* [Task goal]:
Beneath this task are records; print exactly the stretch of them from the line with "pinky dip: (447, 221)" through the line with "pinky tip: (503, 356)", both ends included.

* [Stored data]:
..............................
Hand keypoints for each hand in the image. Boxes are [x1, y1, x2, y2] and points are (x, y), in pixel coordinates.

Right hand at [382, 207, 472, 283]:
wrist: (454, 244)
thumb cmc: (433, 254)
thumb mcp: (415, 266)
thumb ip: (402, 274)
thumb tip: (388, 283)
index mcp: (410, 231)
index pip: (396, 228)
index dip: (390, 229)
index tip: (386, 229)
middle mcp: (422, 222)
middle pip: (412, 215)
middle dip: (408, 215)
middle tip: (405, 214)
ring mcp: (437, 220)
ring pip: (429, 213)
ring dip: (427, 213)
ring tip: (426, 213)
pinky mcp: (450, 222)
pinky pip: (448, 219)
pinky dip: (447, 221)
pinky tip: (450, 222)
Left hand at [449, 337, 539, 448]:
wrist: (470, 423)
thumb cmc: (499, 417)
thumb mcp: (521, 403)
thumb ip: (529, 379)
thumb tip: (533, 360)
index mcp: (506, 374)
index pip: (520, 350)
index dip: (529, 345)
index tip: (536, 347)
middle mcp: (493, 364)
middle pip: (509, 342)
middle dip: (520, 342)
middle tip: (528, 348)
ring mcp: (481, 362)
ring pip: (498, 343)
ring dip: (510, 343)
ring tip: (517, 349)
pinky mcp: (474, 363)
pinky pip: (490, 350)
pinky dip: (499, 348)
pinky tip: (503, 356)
..............................
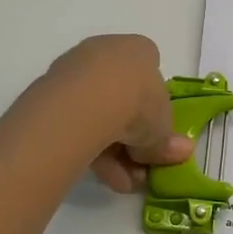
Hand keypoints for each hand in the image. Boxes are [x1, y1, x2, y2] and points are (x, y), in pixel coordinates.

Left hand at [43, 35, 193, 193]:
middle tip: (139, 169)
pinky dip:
..............................
* [Problem solution]:
pinky dip: (447, 221)
pinky tip: (450, 222)
Left hand at [449, 337, 539, 448]:
wrist: (470, 423)
thumb cmc: (499, 417)
thumb mcp: (521, 403)
thumb ip: (529, 379)
thumb tip: (533, 360)
index mcp: (506, 374)
index pip: (520, 350)
index dip: (529, 345)
index tip: (536, 347)
middle mcp: (493, 364)
middle pip: (509, 342)
middle dip: (520, 342)
middle tip: (528, 348)
ring mcp: (481, 362)
ring pip: (498, 343)
ring dip: (510, 343)
ring tip: (517, 349)
pinky mcp: (474, 363)
pinky pip: (490, 350)
pinky dip: (499, 348)
pinky tip: (503, 356)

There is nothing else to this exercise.